# Task description
Would you please reproduce all the entries exactly, leaving the pictures out?

━━━━━━━━━━━━━━━━━━━━━━━━━━━━━━

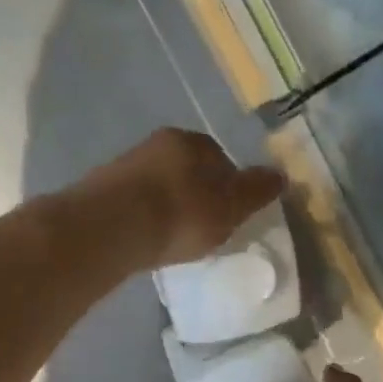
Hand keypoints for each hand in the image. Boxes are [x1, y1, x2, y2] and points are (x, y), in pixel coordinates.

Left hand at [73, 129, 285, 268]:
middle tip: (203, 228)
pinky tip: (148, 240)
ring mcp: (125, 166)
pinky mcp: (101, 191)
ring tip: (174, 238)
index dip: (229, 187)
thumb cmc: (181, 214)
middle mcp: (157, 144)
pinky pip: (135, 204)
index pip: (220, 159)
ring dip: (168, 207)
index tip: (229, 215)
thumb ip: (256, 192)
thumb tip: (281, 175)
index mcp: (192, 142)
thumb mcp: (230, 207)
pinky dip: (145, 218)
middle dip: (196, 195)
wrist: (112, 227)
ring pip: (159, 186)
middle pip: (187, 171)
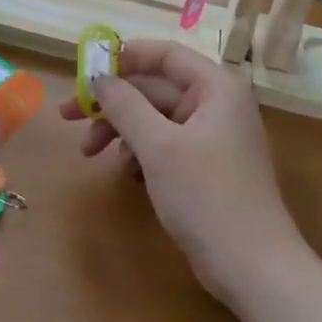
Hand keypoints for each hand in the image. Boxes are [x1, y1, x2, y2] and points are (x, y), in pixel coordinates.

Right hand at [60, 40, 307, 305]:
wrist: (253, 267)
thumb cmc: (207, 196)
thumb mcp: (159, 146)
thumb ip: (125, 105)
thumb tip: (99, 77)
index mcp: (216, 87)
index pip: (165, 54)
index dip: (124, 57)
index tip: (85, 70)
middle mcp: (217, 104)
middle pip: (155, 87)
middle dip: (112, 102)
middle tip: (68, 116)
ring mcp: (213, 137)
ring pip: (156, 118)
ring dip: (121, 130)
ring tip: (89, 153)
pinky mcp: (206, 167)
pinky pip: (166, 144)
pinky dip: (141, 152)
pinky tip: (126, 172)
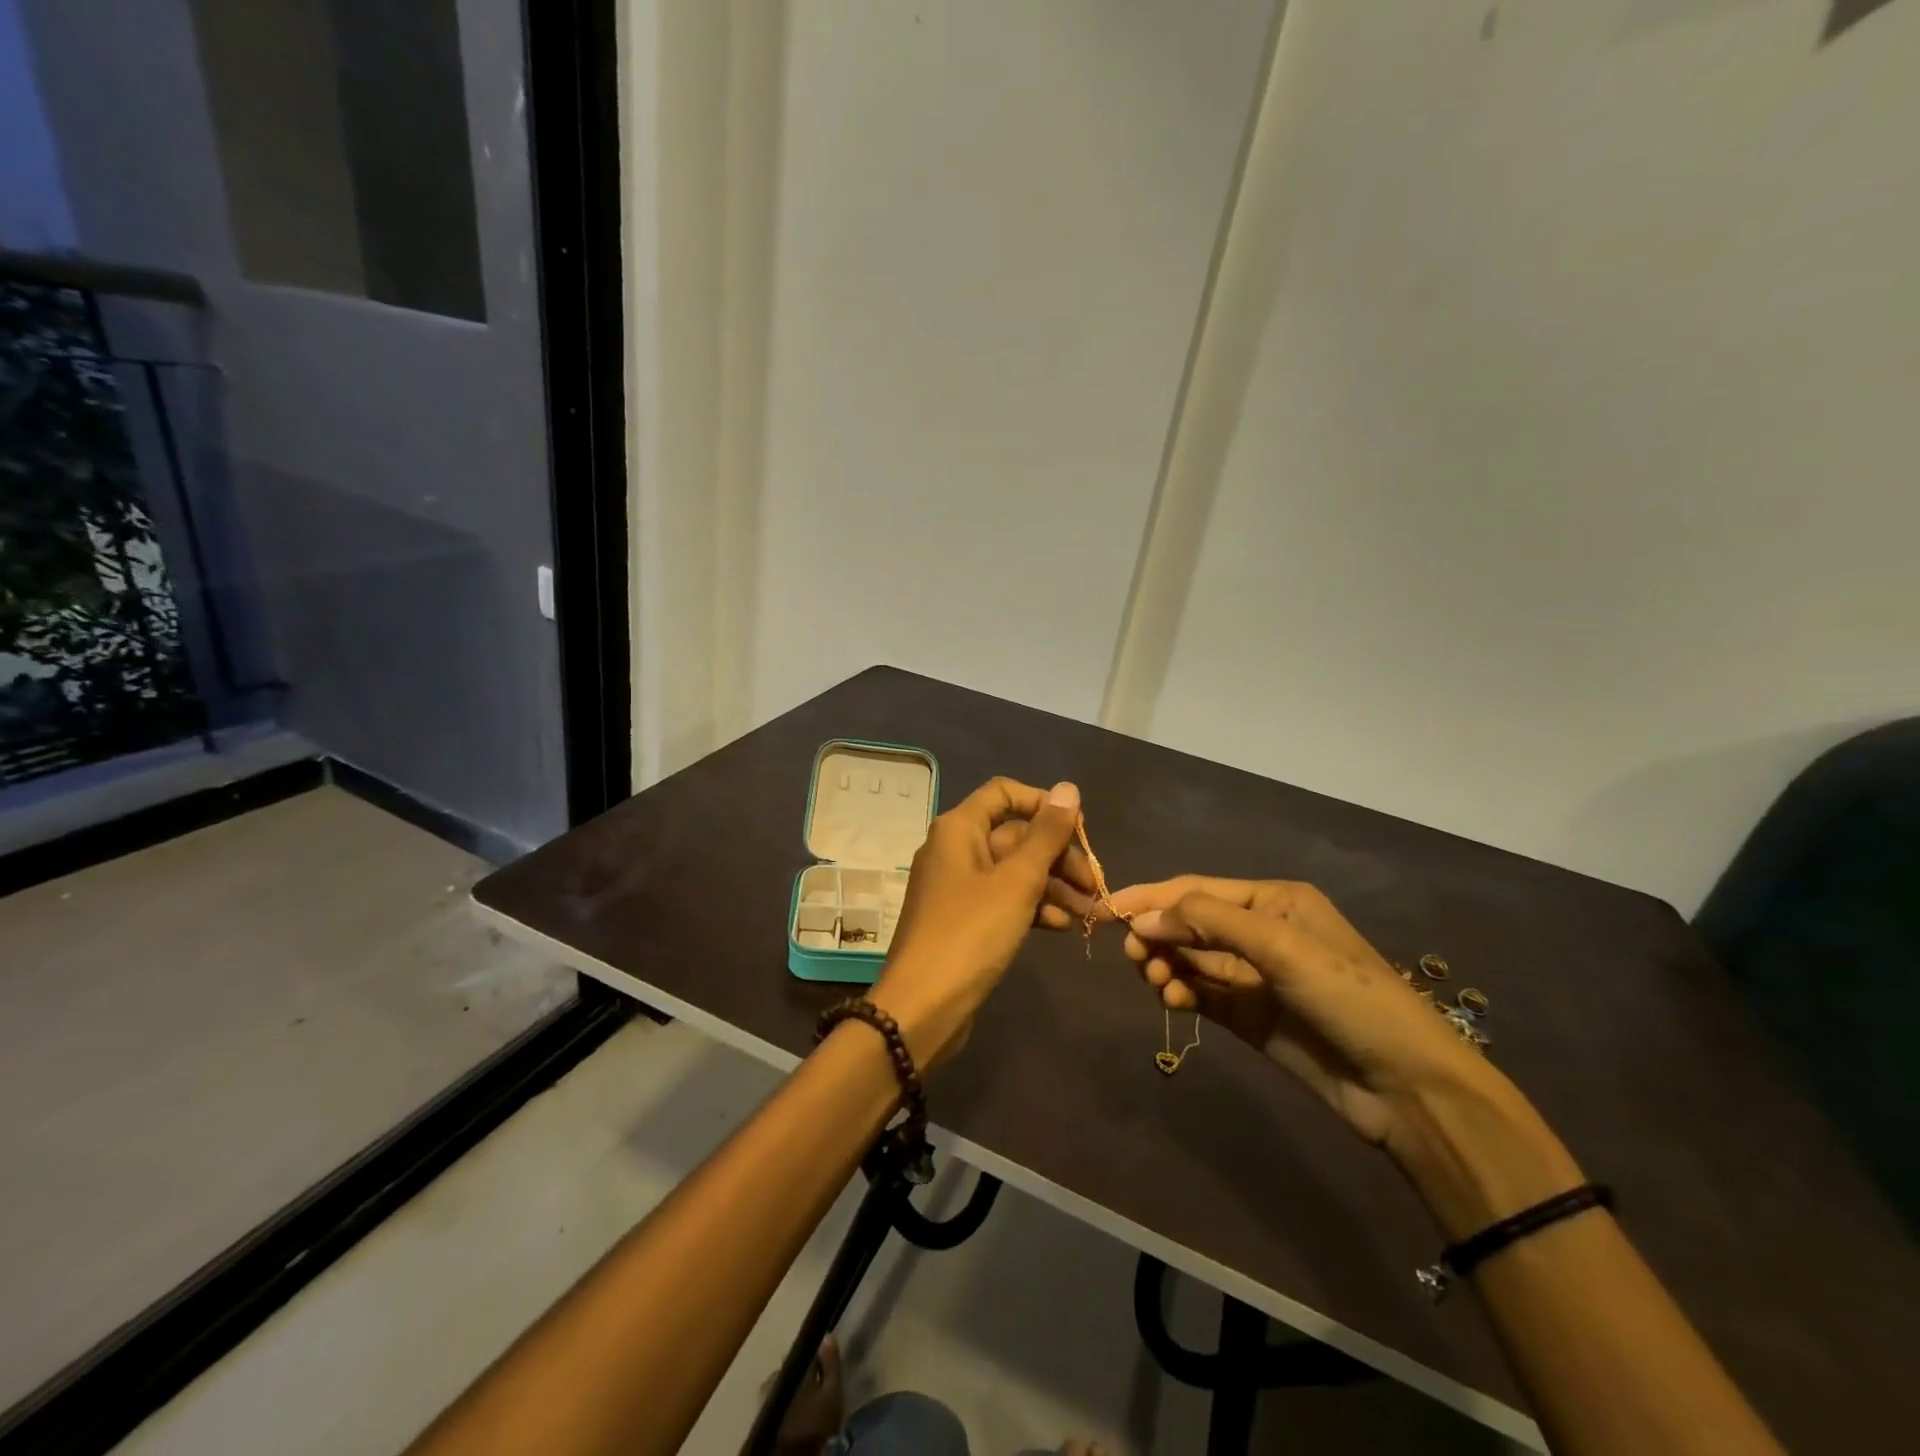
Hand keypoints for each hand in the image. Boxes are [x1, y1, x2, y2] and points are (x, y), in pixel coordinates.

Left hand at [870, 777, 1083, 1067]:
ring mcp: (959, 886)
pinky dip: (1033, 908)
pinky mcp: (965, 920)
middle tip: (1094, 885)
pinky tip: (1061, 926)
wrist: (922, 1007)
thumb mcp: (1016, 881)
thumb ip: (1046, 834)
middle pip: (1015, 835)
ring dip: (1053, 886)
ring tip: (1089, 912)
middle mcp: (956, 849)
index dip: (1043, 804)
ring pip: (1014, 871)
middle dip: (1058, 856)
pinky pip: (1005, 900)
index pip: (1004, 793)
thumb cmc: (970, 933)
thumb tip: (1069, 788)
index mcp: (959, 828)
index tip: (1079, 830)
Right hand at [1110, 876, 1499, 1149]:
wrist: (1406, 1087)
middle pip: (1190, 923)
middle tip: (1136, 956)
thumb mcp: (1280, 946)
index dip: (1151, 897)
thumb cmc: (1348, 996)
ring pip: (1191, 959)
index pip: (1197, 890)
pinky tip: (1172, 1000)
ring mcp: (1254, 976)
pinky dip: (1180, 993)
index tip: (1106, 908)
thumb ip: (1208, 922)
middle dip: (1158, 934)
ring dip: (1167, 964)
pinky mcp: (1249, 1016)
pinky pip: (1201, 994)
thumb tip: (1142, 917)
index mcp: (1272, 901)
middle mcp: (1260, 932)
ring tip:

━━━━━━━━━━━━━━━━━━━━━━━━━━━━━━

# Answer section
Hand keypoints for each hand in the image. Boxes are [x1, y1, x2, y2] and points are (x, y), in pixel coordinates.

Left hand at [73, 129, 285, 268]:
middle tip: (203, 228)
pinky tip: (148, 240)
ring mcp: (125, 166)
pinky mcp: (101, 191)
ring tip: (174, 238)
index dip: (229, 187)
thumb cmc: (181, 214)
middle mcp: (157, 144)
pinky pip: (135, 204)
index pip: (220, 159)
ring dip: (168, 207)
index tip: (229, 215)
thumb ip: (256, 192)
thumb tip: (281, 175)
index mcp: (192, 142)
thumb mcp: (230, 207)
pinky dip: (145, 218)
middle dip: (196, 195)
wrist: (112, 227)
ring pip: (159, 186)
middle pip: (187, 171)
Hand keypoints for each hand in the image. Boxes are [x1, y1, x2, y2] and points are (x, y), in pixel coordinates.

Right hand at [60, 40, 307, 305]:
wrist: (253, 267)
thumb cmc: (207, 196)
thumb mcp: (159, 146)
thumb ip: (125, 105)
thumb tip: (99, 77)
index mcp: (216, 87)
index pip: (165, 54)
index dip: (124, 57)
index tip: (85, 70)
middle mcp: (217, 104)
middle pip: (155, 87)
middle dip: (112, 102)
middle tip: (68, 116)
ring mcp: (213, 137)
ring pip: (156, 118)
ring dip: (121, 130)
ring tip: (89, 153)
pinky mcp: (206, 167)
pinky pip: (166, 144)
pinky dip: (141, 152)
pinky tip: (126, 172)
Hand keypoints for each hand in the image. Boxes are [x1, y1, x2, y2] and points are (x, y), in pixel coordinates.

Left hand at [870, 777, 1083, 1067]:
ring mcp: (959, 886)
pinky dip: (1033, 908)
pinky mcp: (965, 920)
middle tip: (1094, 885)
pinky tip: (1061, 926)
wrist: (922, 1007)
thumb mcp: (1016, 881)
thumb ip: (1046, 834)
middle pip: (1015, 835)
ring dip: (1053, 886)
ring tip: (1089, 912)
middle mcp: (956, 849)
index dip: (1043, 804)
ring pip: (1014, 871)
middle dip: (1058, 856)
pinky pip: (1005, 900)
index pip: (1004, 793)
thumb cmc: (970, 933)
thumb tip: (1069, 788)
index mcp: (959, 828)
index tip: (1079, 830)
Right hand at [1110, 876, 1499, 1149]:
wrist: (1406, 1087)
middle pip: (1190, 923)
middle tip: (1136, 956)
thumb mcp: (1280, 946)
index dip: (1151, 897)
thumb cmc: (1348, 996)
ring pip: (1191, 959)
index pip: (1197, 890)
pinky tip: (1172, 1000)
ring mcp: (1254, 976)
pinky dip: (1180, 993)
index tip: (1106, 908)
thumb ip: (1208, 922)
middle dip: (1158, 934)
ring dip: (1167, 964)
pinky mcp: (1249, 1016)
pinky pip: (1201, 994)
thumb tip: (1142, 917)
index mcp: (1272, 901)
middle mcp: (1260, 932)
ring tip:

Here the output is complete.